Berbagai faktor yang melatar belakangi terjadinya kekerasan di antaranya, relasi kuasa yang timpang, budaya, perbedaan usia, ras, suku, etnis, kelas sosial, dan masih banyak lagi faktor lainnya. Kekerasan yang terjadi dapat kita rasakan baik secara fisik maupun non fisik.
Kekerasan yang pelaku lakukan terhadap korban secara fisik, pastinya tidak membutuhkan waktu yang lama untuk menyadarinya. Seperti halnya kekerasan fisik atau seksual yang meninggalkan bekas, maka korban cenderung langsung memahami bentuk pemicu kekerasan yang menimpa.
Sebaliknya, korban sulit menyadari kekerasan yang dilakukan secara non fisik karena tidak langsung bisa ia rasakan dengan panca indera. Seperti halnya kekerasan mental, ekonomi atau struktural. Terlebih, sikap pelaku juga samar memperlihatkan seseorang yang ingin berbuat jahat. Ia justru hanya menunjukkan citra baiknya saja, sehingga dapat mengelabui korban.
Misalnya, ia memosisikan diri sebagai orang yang mengerti korban atau orang yang dapat ia andalkan, sehingga seolah-olah pelaku dianggap orang terdekat layaknya ayah, kakak, atau dianggap seperti keluarga sendiri.

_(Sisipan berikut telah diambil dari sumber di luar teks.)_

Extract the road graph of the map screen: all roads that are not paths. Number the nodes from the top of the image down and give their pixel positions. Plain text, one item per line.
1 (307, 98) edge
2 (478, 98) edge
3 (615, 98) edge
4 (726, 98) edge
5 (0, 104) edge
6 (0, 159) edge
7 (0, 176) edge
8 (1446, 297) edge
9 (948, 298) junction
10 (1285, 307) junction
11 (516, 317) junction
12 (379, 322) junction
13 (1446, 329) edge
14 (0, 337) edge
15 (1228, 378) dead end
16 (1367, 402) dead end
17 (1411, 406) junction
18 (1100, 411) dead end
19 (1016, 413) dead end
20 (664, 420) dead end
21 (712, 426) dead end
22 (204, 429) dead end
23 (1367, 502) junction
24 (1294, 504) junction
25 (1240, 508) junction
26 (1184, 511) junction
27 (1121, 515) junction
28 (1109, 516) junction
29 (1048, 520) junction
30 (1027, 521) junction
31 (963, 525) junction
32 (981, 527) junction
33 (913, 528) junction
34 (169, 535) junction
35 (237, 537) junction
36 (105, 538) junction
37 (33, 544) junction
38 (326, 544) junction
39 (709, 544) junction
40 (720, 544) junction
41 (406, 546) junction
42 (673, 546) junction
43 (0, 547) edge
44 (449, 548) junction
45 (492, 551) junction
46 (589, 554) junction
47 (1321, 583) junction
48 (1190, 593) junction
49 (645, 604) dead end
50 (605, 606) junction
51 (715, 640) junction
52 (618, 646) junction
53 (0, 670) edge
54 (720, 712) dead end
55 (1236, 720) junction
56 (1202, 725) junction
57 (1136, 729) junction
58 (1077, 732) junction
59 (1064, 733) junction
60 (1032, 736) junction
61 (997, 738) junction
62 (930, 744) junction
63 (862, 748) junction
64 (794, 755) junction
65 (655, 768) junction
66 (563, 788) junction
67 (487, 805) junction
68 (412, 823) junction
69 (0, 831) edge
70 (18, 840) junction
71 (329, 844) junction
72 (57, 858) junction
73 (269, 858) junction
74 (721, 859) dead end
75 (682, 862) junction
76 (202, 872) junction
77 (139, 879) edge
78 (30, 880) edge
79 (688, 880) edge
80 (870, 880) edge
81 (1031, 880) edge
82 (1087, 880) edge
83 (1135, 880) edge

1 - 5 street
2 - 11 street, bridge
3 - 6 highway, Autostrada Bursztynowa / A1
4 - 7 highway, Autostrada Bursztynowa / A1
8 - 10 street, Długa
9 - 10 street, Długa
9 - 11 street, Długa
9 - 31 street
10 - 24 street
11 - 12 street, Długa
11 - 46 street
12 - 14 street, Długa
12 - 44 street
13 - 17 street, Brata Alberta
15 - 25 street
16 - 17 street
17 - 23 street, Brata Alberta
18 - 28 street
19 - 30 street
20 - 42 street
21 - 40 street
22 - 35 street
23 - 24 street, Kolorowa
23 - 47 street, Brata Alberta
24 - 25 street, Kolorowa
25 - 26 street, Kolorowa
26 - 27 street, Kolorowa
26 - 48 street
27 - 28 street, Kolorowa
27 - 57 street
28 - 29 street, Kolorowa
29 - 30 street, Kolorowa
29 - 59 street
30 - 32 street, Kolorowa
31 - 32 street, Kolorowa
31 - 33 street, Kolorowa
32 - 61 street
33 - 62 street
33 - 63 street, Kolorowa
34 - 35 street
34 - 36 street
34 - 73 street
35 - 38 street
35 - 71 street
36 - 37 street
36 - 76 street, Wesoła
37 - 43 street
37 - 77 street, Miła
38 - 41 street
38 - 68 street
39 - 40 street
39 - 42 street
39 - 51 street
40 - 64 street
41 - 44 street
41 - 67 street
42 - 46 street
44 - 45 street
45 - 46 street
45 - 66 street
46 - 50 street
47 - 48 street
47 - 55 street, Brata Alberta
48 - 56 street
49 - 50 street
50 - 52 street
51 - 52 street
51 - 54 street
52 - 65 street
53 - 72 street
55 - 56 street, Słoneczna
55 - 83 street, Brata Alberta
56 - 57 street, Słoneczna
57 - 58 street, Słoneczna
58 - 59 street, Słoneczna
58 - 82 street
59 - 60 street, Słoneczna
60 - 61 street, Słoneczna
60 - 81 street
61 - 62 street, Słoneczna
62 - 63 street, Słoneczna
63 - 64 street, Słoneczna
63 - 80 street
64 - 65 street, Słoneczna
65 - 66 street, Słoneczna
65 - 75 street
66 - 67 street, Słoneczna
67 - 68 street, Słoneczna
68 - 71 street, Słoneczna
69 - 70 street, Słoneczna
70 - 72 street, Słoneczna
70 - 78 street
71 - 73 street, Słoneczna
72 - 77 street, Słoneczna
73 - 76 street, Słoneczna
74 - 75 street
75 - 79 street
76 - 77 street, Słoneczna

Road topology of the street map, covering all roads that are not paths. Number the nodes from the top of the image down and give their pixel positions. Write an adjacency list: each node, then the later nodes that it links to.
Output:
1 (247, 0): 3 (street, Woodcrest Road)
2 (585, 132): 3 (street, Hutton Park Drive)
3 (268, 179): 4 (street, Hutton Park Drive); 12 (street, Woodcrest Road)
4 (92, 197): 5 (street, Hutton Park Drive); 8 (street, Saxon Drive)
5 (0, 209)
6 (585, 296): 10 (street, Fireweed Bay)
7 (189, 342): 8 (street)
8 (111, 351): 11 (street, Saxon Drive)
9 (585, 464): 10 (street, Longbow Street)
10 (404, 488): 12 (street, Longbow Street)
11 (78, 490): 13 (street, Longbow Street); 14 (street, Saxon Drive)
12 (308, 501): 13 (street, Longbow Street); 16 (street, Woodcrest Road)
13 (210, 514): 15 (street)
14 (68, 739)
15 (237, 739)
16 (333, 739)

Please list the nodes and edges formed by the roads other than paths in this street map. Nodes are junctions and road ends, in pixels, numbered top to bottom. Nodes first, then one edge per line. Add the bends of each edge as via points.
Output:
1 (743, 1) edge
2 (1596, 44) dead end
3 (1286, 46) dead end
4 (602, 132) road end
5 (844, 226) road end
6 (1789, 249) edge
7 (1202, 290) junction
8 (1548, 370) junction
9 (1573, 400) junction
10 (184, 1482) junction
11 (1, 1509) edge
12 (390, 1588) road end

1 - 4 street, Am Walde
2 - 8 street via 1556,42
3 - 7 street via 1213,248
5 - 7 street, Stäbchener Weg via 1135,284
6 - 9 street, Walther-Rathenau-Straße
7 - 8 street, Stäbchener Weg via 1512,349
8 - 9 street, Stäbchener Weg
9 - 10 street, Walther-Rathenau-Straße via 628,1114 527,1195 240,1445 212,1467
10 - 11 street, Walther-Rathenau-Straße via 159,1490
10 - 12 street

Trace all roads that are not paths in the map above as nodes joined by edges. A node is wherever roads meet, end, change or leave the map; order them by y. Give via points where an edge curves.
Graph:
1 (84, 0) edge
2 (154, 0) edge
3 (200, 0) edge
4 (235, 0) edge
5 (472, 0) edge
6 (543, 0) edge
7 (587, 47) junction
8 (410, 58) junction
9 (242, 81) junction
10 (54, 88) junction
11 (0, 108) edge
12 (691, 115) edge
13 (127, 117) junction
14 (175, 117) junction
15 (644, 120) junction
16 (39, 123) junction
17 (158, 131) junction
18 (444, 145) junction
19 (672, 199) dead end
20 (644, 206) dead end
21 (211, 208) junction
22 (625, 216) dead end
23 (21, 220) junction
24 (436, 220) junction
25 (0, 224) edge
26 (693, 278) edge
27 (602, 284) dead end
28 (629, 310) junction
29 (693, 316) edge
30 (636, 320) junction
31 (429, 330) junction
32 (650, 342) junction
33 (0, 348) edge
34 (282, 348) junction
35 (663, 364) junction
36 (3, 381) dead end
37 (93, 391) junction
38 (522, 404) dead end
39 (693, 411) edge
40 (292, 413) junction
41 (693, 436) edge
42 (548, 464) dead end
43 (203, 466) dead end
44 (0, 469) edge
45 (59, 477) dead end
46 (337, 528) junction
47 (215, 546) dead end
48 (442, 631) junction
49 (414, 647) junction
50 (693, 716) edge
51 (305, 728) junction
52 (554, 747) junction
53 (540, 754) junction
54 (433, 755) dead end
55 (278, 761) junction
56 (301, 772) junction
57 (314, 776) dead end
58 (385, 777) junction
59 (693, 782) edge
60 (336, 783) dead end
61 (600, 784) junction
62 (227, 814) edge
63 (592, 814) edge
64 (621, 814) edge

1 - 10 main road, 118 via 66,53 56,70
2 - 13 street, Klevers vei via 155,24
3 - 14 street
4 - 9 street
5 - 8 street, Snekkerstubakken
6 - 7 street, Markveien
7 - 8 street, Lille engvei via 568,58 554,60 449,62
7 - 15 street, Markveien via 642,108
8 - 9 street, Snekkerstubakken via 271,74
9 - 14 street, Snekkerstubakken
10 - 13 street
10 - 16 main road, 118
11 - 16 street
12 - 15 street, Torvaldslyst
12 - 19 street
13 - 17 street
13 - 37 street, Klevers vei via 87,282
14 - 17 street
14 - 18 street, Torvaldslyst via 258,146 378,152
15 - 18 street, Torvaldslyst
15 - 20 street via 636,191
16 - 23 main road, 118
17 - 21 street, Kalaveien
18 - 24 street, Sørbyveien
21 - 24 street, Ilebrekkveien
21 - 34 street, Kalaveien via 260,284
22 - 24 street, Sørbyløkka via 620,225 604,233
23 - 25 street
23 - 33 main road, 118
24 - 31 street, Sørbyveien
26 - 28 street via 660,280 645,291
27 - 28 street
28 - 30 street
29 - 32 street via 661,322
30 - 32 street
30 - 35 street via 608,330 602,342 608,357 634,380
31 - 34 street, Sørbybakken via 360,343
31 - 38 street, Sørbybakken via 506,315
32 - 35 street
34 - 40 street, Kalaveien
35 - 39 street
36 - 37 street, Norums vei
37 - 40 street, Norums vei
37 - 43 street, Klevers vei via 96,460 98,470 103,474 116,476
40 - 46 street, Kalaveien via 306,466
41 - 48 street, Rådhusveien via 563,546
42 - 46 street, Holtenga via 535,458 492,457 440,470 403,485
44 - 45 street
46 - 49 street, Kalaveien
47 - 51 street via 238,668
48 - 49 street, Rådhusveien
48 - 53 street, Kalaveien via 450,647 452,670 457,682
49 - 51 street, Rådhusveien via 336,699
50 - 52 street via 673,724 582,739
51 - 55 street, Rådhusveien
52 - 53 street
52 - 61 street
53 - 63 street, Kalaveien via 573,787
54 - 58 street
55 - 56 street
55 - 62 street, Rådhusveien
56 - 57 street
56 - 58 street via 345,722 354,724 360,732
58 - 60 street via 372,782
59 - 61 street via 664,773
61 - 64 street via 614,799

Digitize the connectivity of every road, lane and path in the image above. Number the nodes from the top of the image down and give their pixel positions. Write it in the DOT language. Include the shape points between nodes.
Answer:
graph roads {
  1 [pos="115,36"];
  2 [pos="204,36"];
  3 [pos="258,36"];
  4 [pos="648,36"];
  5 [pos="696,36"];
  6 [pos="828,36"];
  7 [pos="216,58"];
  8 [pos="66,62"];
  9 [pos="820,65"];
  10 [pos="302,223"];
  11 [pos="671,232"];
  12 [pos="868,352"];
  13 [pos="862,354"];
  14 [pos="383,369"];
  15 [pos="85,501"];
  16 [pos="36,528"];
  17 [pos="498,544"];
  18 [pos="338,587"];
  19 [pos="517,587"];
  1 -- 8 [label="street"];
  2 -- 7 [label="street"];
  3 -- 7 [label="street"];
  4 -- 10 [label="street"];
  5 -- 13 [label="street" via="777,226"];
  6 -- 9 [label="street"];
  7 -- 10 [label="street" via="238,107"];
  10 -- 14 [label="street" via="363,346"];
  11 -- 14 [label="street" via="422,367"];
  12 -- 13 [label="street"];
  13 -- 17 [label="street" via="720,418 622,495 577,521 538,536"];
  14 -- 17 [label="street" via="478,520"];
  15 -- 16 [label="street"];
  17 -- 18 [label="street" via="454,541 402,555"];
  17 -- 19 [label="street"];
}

Setelah korban merasa nyaman dengan pelaku, hanya soal waktu pemicu kekerasan ini terjadi. Pelaku tidak akan segan melakukan kekerasan. Contoh kasus ini termasuk manipulasi dalam relasi. Relasi yang manipulatif ini bisa terjadi dalam relasi apapun seperti keluarga, pertemanan bahkan asmara atau pacaran.
Tanda-tanda Manipulasi Relasi
Tika Ibsanni dari IMMawati Renaissance, organisasi perempuan di Universitas Muhammadiyah Malang, dalam Talkshow bertajuk “Manipulasi dalam Relasi” memaparkan bahwa, “Tanda-tanda manipulasi dalam suatu relasi itu ada pihak yang sebenarnya merasa tidak nyaman atau tidak ingin, tapi dia tidak mampu menolaknya. Entah karena dia merasa tertekan secara fisik, psikis, atau merasa tidak punya pilihan dan tidak bisa keluar dari relasi tersebut.”
Relasi yang manipulatif juga dapat berujung pada kekerasan seksual. Banyak korban relasi manipulatif yang mengalami kekerasan seksual bahkan terjadi berulang dari pacarnya sendiri, atau orang terdekat yang memanfaatkan kondisi atau posisi korban yang rentan.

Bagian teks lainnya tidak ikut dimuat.